§ **Task instructions**:
Repeat the following data exactly, omitting pictures.

[Dataset entries]
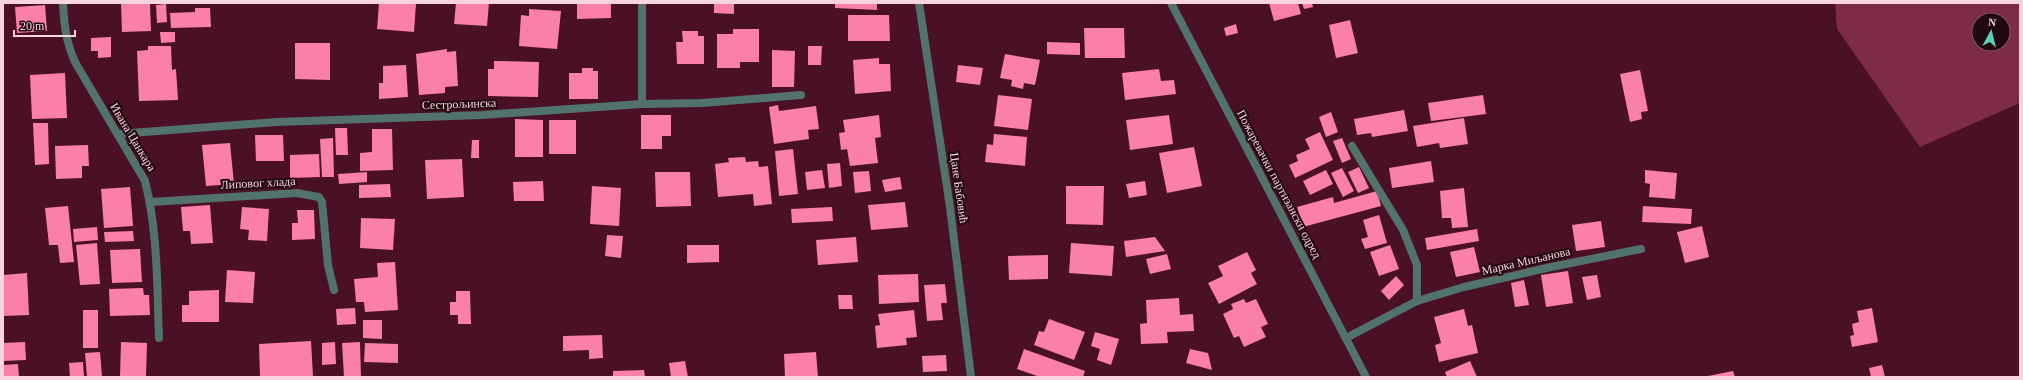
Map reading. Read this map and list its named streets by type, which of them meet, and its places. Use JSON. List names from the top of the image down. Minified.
{"streets":{"street":["Сестрољинска","Ивана Цанкара","Липовог хлада","Пожаревачки партизански одред","Цане Бабовић","Марка Миљанова"]},"crossings":[["Сестрољинска","Ивана Цанкара"],["Ивана Цанкара","Липовог хлада"],["Пожаревачки партизански одред","Марка Миљанова"]],"scale_bar":"20 m","north":"top"}
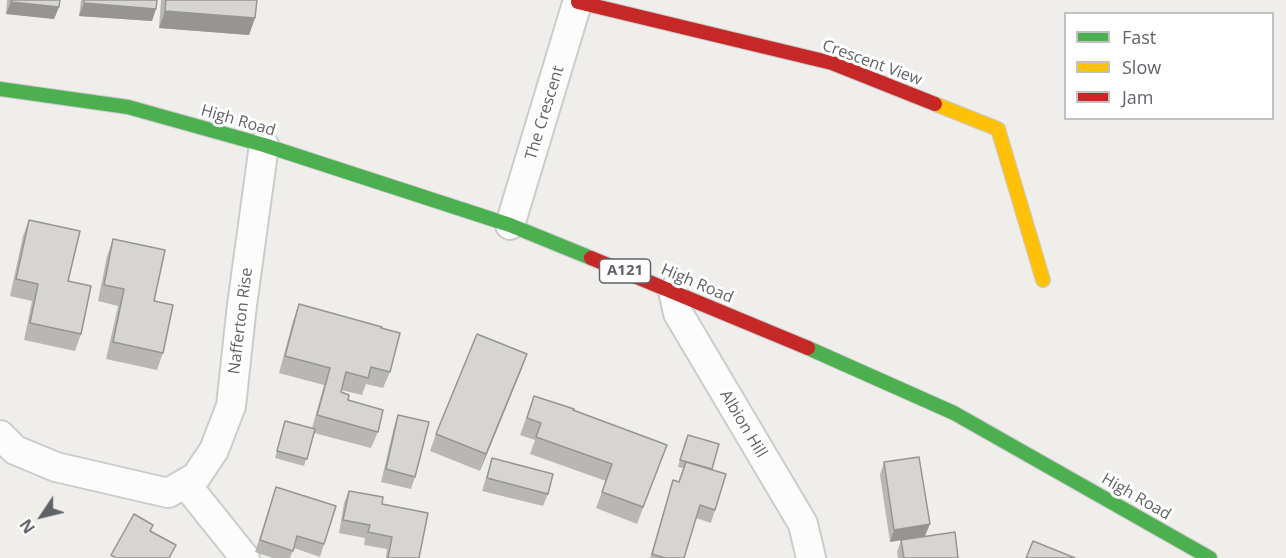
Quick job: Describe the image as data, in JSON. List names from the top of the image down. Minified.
{"streets":{"main road":["Crescent View","High Road","A121"],"street":["The Crescent","Nafferton Rise","Albion Hill"]},"crossings":[["Crescent View","The Crescent"],["The Crescent","High Road"],["High Road","Nafferton Rise"],["High Road","Albion Hill"]],"legend":["Fast","Slow","Jam"],"north":"bottom left"}
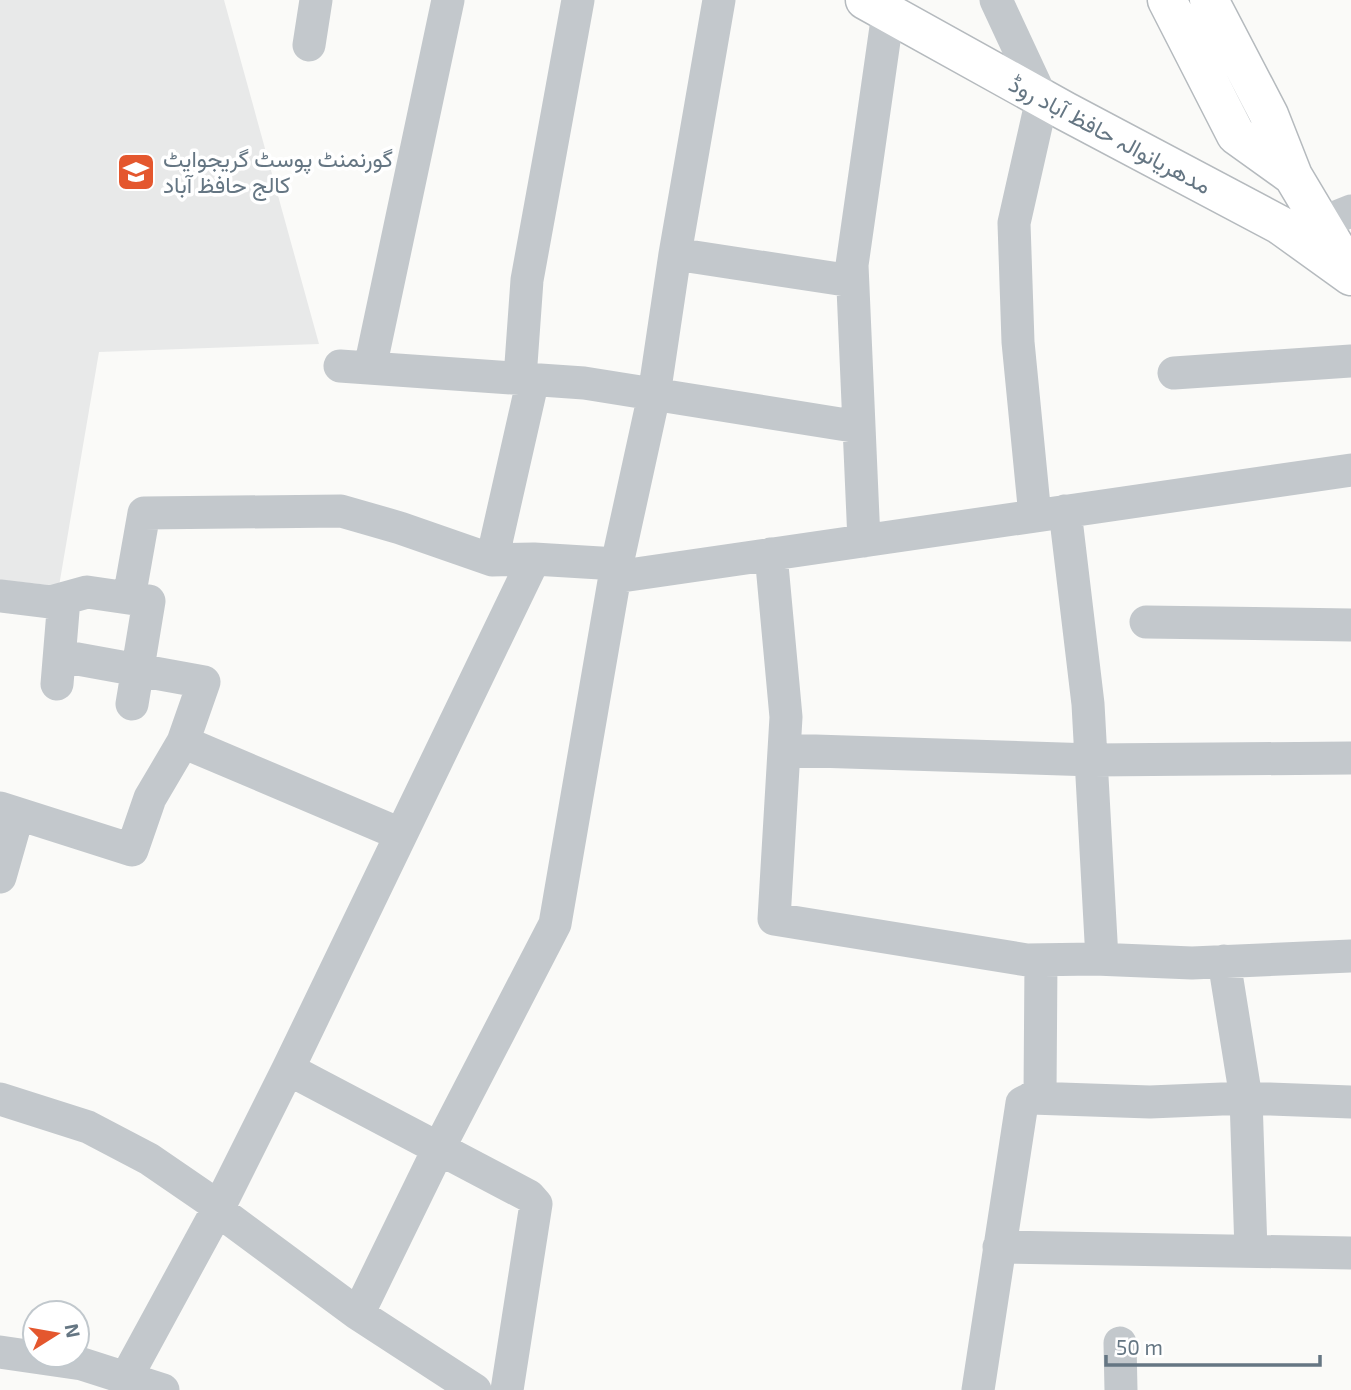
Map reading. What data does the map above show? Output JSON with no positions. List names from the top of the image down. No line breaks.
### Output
{"streets":{"main road":["مدھریانوالہ حافظ آباد روڈ"]},"places":{"school or university":["گورنمنٹ پوسٹ گریجوایٹ کالج حافظ آباد"]},"scale_bar":"50 m","north":"right"}
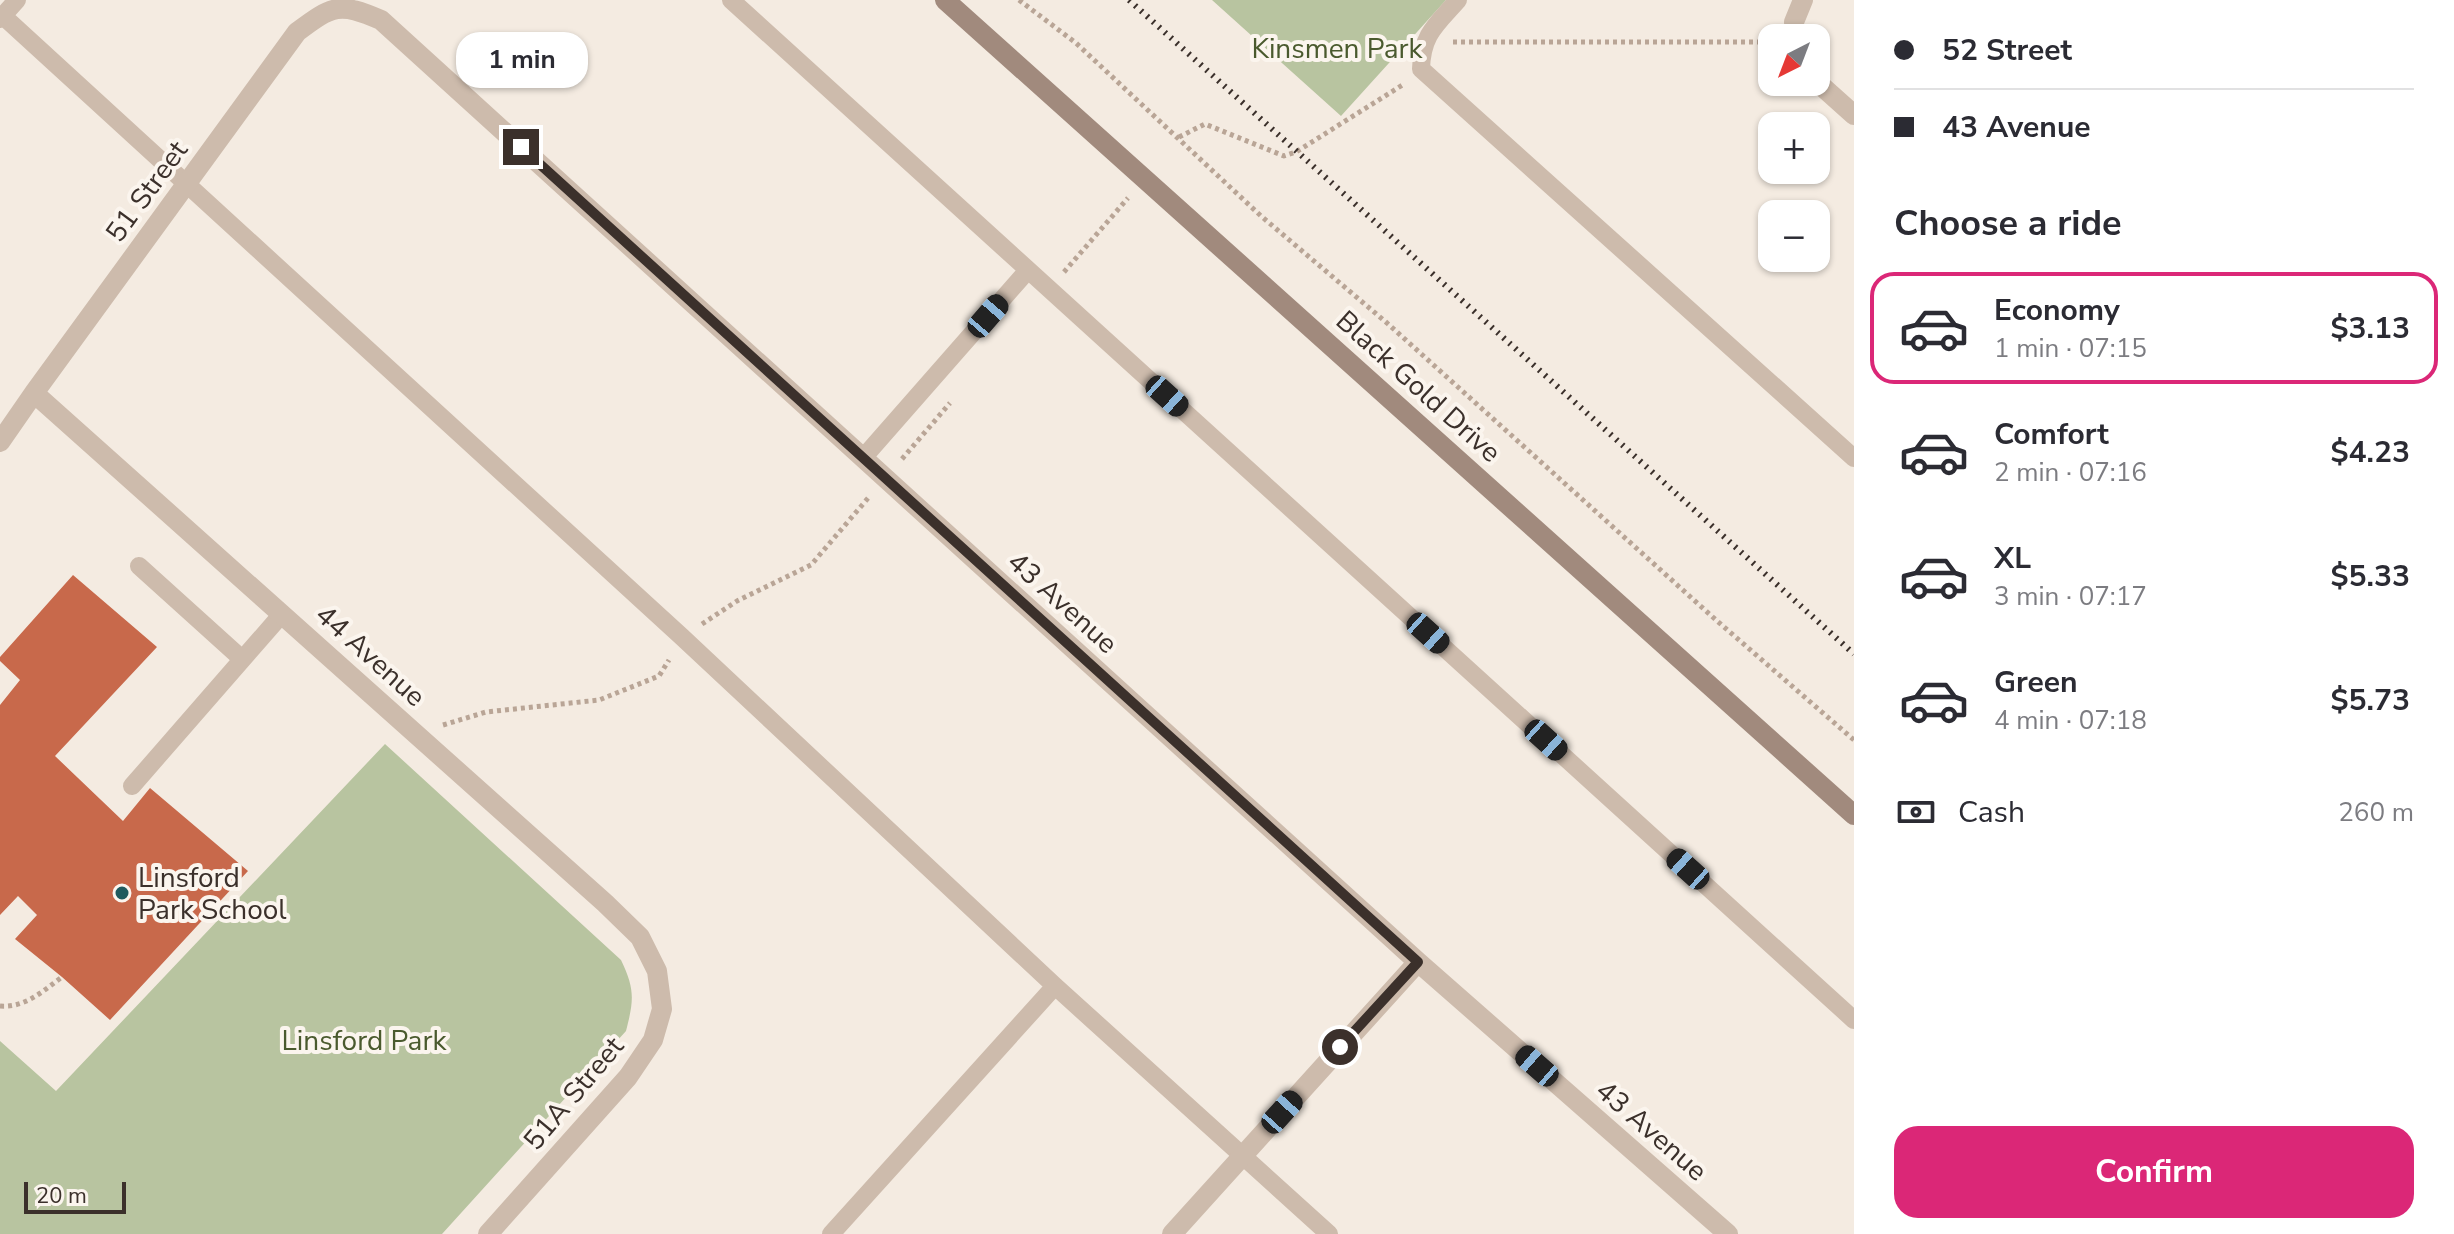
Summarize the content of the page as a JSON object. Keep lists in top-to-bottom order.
{
  "streets": {
    "main road": ["Black Gold Drive"],
    "street": [
      "51 Street",
      "43 Avenue",
      "44 Avenue",
      "51A Street"
    ]
  },
  "crossings": [
    ["51 Street", "43 Avenue"],
    ["51 Street", "44 Avenue"],
    ["44 Avenue", "51A Street"]
  ],
  "parks": ["Kinsmen Park", "Linsford Park"],
  "places": ["Linsford Park School"],
  "scale_bar": "20 m",
  "north": "bottom left",
  "page": {
    "banner": ["52 Street", "43 Avenue"],
    "map_buttons": ["+", "−"],
    "bubble": "1 min",
    "heading": "Choose a ride",
    "list": [
      {
        "name": "Economy",
        "note": "1 min · 07:15",
        "value": "$3.13"
      },
      {
        "name": "Comfort",
        "note": "2 min · 07:16",
        "value": "$4.23"
      },
      {
        "name": "XL",
        "note": "3 min · 07:17",
        "value": "$5.33"
      },
      {
        "name": "Green",
        "note": "4 min · 07:18",
        "value": "$5.73"
      }
    ],
    "pay": ["Cash", "260 m"],
    "buttons": "Confirm",
    "scale": "20 m"
  }
}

§ **Reply**:
Map reading. Read this map and list its named streets by type, which of them meet, and its places. Use JSON. List names from the top of the image down. Minified.
{"streets":{"street":["Сестрољинска","Ивана Цанкара","Липовог хлада","Пожаревачки партизански одред","Цане Бабовић","Марка Миљанова"]},"crossings":[["Сестрољинска","Ивана Цанкара"],["Ивана Цанкара","Липовог хлада"],["Пожаревачки партизански одред","Марка Миљанова"]],"scale_bar":"20 m","north":"top"}
Quick job: Describe the image as data, in JSON. List names from the top of the image down. Minified.
{"streets":{"main road":["Crescent View","High Road","A121"],"street":["The Crescent","Nafferton Rise","Albion Hill"]},"crossings":[["Crescent View","The Crescent"],["The Crescent","High Road"],["High Road","Nafferton Rise"],["High Road","Albion Hill"]],"legend":["Fast","Slow","Jam"],"north":"bottom left"}
Map reading. What data does the map above show? Output JSON with no positions. List names from the top of the image down. No line breaks.
### Output
{"streets":{"main road":["مدھریانوالہ حافظ آباد روڈ"]},"places":{"school or university":["گورنمنٹ پوسٹ گریجوایٹ کالج حافظ آباد"]},"scale_bar":"50 m","north":"right"}
Summarize the content of the page as a JSON object. Keep lists in top-to-bottom order.
{
  "streets": {
    "main road": ["Black Gold Drive"],
    "street": [
      "51 Street",
      "43 Avenue",
      "44 Avenue",
      "51A Street"
    ]
  },
  "crossings": [
    ["51 Street", "43 Avenue"],
    ["51 Street", "44 Avenue"],
    ["44 Avenue", "51A Street"]
  ],
  "parks": ["Kinsmen Park", "Linsford Park"],
  "places": ["Linsford Park School"],
  "scale_bar": "20 m",
  "north": "bottom left",
  "page": {
    "banner": ["52 Street", "43 Avenue"],
    "map_buttons": ["+", "−"],
    "bubble": "1 min",
    "heading": "Choose a ride",
    "list": [
      {
        "name": "Economy",
        "note": "1 min · 07:15",
        "value": "$3.13"
      },
      {
        "name": "Comfort",
        "note": "2 min · 07:16",
        "value": "$4.23"
      },
      {
        "name": "XL",
        "note": "3 min · 07:17",
        "value": "$5.33"
      },
      {
        "name": "Green",
        "note": "4 min · 07:18",
        "value": "$5.73"
      }
    ],
    "pay": ["Cash", "260 m"],
    "buttons": "Confirm",
    "scale": "20 m"
  }
}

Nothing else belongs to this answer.